WHAT YOU SHOULD DO: Each entry needs to be retyped exactly, with nothing added or dropped.
##### INPUT RECORDS #####
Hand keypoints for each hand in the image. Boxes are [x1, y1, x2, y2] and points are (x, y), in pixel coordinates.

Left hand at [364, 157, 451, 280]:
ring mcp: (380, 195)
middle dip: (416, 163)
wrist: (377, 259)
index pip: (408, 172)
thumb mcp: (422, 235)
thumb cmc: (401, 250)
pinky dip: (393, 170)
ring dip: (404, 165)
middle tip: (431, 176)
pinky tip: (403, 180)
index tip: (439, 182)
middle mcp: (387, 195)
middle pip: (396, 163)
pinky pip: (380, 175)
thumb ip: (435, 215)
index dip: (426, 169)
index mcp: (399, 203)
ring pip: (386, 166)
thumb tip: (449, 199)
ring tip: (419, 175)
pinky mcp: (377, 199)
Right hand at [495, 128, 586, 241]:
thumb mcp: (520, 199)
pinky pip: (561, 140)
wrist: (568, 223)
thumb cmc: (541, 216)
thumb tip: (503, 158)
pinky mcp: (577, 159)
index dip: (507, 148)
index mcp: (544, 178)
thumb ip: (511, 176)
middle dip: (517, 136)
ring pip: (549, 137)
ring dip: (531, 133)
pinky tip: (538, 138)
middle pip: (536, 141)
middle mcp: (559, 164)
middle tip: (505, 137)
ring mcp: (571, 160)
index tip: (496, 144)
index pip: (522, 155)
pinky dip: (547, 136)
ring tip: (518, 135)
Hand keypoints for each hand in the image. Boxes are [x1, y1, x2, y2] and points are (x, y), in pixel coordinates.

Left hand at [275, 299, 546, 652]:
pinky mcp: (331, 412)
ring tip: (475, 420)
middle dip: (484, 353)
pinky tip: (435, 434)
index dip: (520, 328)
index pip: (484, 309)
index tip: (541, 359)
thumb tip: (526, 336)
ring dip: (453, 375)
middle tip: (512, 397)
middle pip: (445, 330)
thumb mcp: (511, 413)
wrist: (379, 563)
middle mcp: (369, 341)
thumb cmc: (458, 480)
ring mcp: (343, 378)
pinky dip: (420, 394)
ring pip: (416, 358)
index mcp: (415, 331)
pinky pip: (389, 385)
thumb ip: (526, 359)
#####
ANSWER SPACE:
Hand keypoints for each hand in the image. Boxes are [x1, y1, x2, y2] and points are (x, y), in pixel coordinates.

Left hand at [364, 157, 451, 280]:
ring mcp: (380, 195)
middle dip: (416, 163)
wrist: (377, 259)
index pip: (408, 172)
thumb mcp: (422, 235)
thumb cmc: (401, 250)
pinky dip: (393, 170)
ring dip: (404, 165)
middle tip: (431, 176)
pinky tip: (403, 180)
index tip: (439, 182)
middle mcp: (387, 195)
middle pip: (396, 163)
pinky pip: (380, 175)
thumb ip: (435, 215)
index dip: (426, 169)
index mcp: (399, 203)
ring pip: (386, 166)
thumb tip: (449, 199)
ring tip: (419, 175)
pinky mcp: (377, 199)
Right hand at [495, 128, 586, 241]:
thumb mcp: (520, 199)
pinky pip: (561, 140)
wrist: (568, 223)
thumb cmc: (541, 216)
thumb tip: (503, 158)
pinky mcp: (577, 159)
index dip: (507, 148)
index mcp: (544, 178)
thumb ip: (511, 176)
middle dip: (517, 136)
ring pip: (549, 137)
ring dip: (531, 133)
pinky tip: (538, 138)
middle pip: (536, 141)
middle mcp: (559, 164)
middle tip: (505, 137)
ring mcp: (571, 160)
index tip: (496, 144)
index pip: (522, 155)
pinky dip: (547, 136)
ring tip: (518, 135)
Hand keypoints for each hand in the image. Boxes are [x1, y1, x2, y2] and points are (x, y), in pixel coordinates.

Left hand at [275, 299, 546, 652]:
pinky mcp: (331, 412)
ring tip: (475, 420)
middle dip: (484, 353)
pinky tip: (435, 434)
index dip: (520, 328)
index pip: (484, 309)
index tip: (541, 359)
thumb tip: (526, 336)
ring dip: (453, 375)
middle tip: (512, 397)
middle pip: (445, 330)
thumb mcp: (511, 413)
wrist: (379, 563)
middle mcp: (369, 341)
thumb cmc: (458, 480)
ring mcp: (343, 378)
pinky dip: (420, 394)
ring pip: (416, 358)
index mcp: (415, 331)
pinky pip: (389, 385)
thumb ip: (526, 359)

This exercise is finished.